Evaluation of machine learning algorithms for renin-angiotensin-aldosterone system inhibitors associated renal adverse event prediction


Güven A. T., ÖZDEDE M., Şener Y. Z., Yıldırım A. O., Altıntop S. E., YEŞİLYURT B., ...More

European Journal of Internal Medicine, vol.114, pp.74-83, 2023 (SCI-Expanded) identifier identifier

  • Publication Type: Article / Article
  • Volume: 114
  • Publication Date: 2023
  • Doi Number: 10.1016/j.ejim.2023.05.021
  • Journal Name: European Journal of Internal Medicine
  • Journal Indexes: Science Citation Index Expanded (SCI-EXPANDED), Scopus, Academic Search Premier, EMBASE, MEDLINE
  • Page Numbers: pp.74-83
  • Keywords: Acute kidney injury, Hyperkalemia, Hypertension, Machine learning, Renin-angiotensin-aldosterone system
  • Hacettepe University Affiliated: Yes

Abstract

Background: Renin-angiotensin-aldosterone system inhibitors (RAASi) are commonly used medications. Renal adverse events associated with RAASi are hyperkalemia and acute kidney injury. We aimed to evaluate the performance of machine learning (ML) algorithms in order to define event associated features and predict RAASi associated renal adverse events. Materials and Methods: Data of patients recruited from five internal medicine and cardiology outpatient clinics were evaluated retrospectively. Clinical, laboratory, and medication data were acquired via electronic medical records. Dataset balancing and feature selection for machine learning algorithms were performed. Random forest (RF), k-nearest neighbor (kNN), naïve Bayes (NB), extreme gradient boosting (xGB), support vector machine (SVM), neural network (NN), and logistic regression (LR) were used to create a prediction model. Results: 409 patients were included, and 50 renal adverse events occurred.
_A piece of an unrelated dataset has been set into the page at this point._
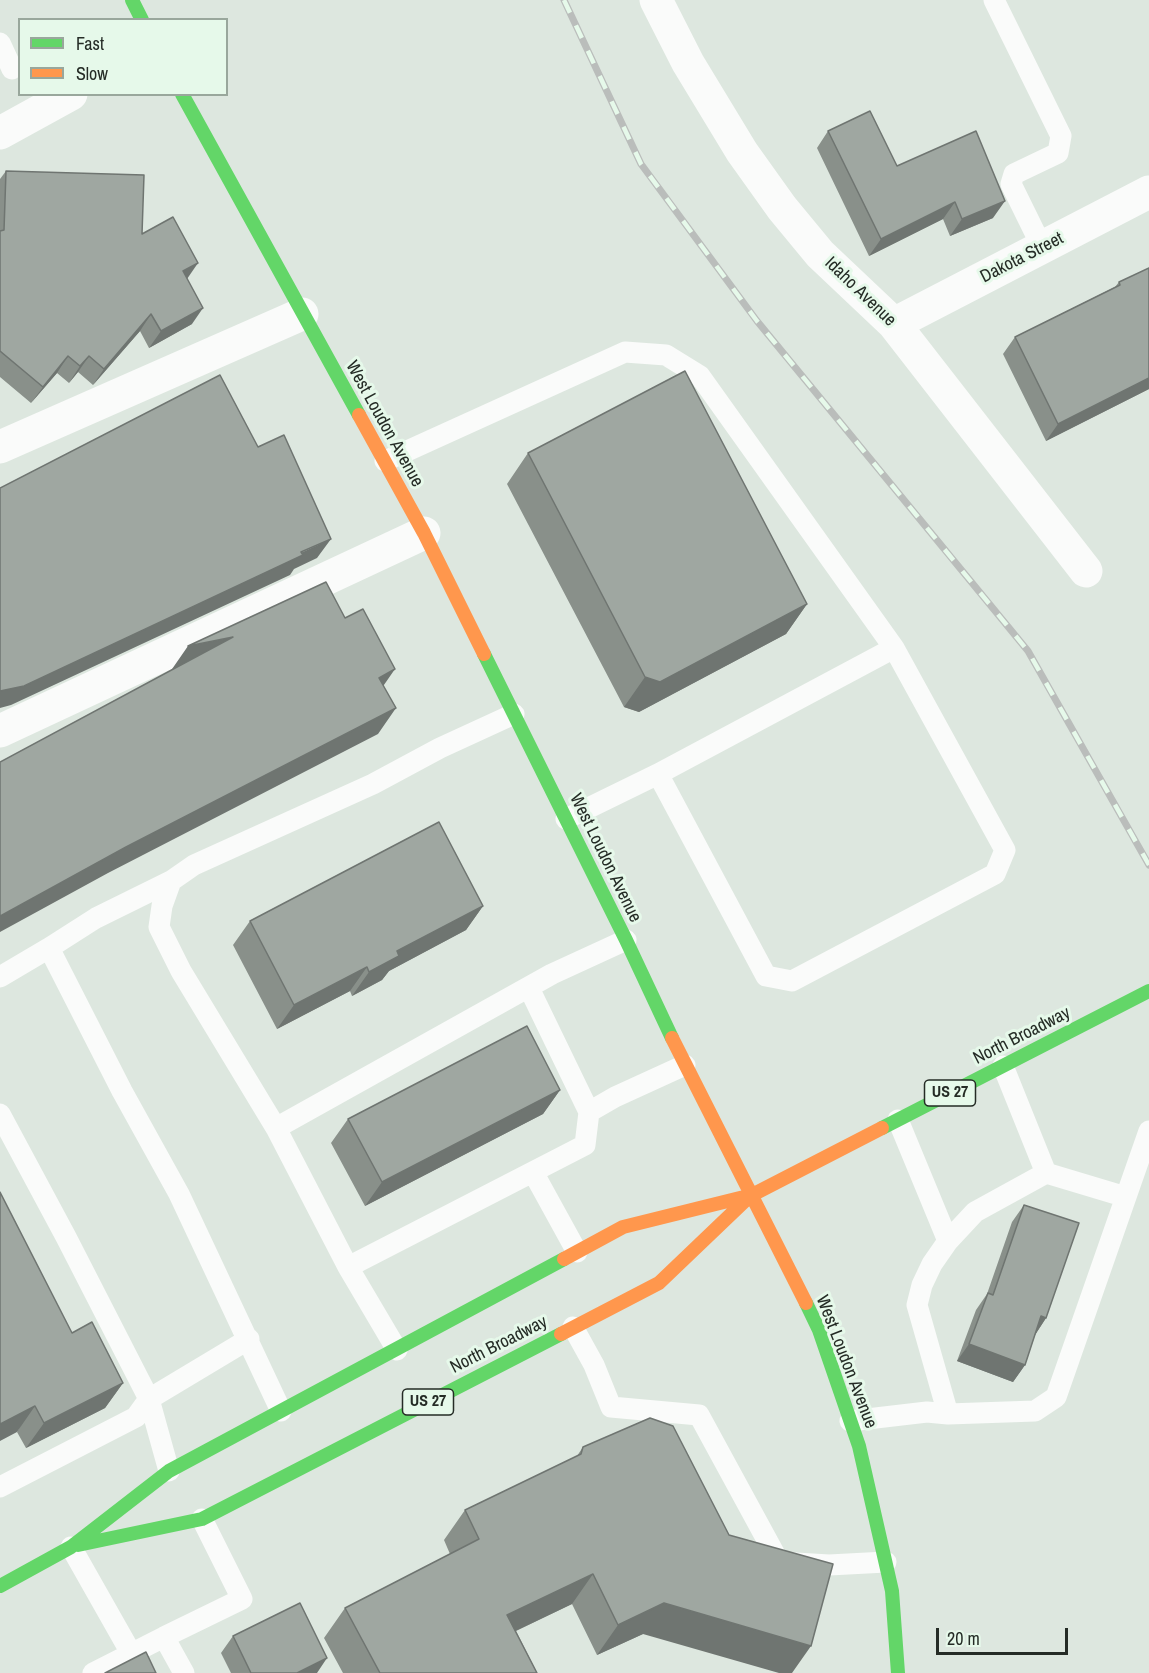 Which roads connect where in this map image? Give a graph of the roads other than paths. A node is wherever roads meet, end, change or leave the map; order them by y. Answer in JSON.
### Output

The most important features predicting the renal adverse events were the index K and glucose levels, as well as having uncontrolled diabetes mellitus. Thiazides reduced RAASi associated hyperkalemia. kNN, RF, xGB and NN algorithms have the highest and similar AUC (≥ 98%), recall (≥ 94%), specifity (≥ 97%), precision (≥ 92%), accuracy (≥ 96%) and F1 statistics (≥ 94%) performance metrics for prediction. Conclusion: RAASi associated renal adverse events can be predicted prior to medication initiation by machine learning algorithms. Further prospective studies with large patient numbers are needed to create scoring systems as well as for their validation.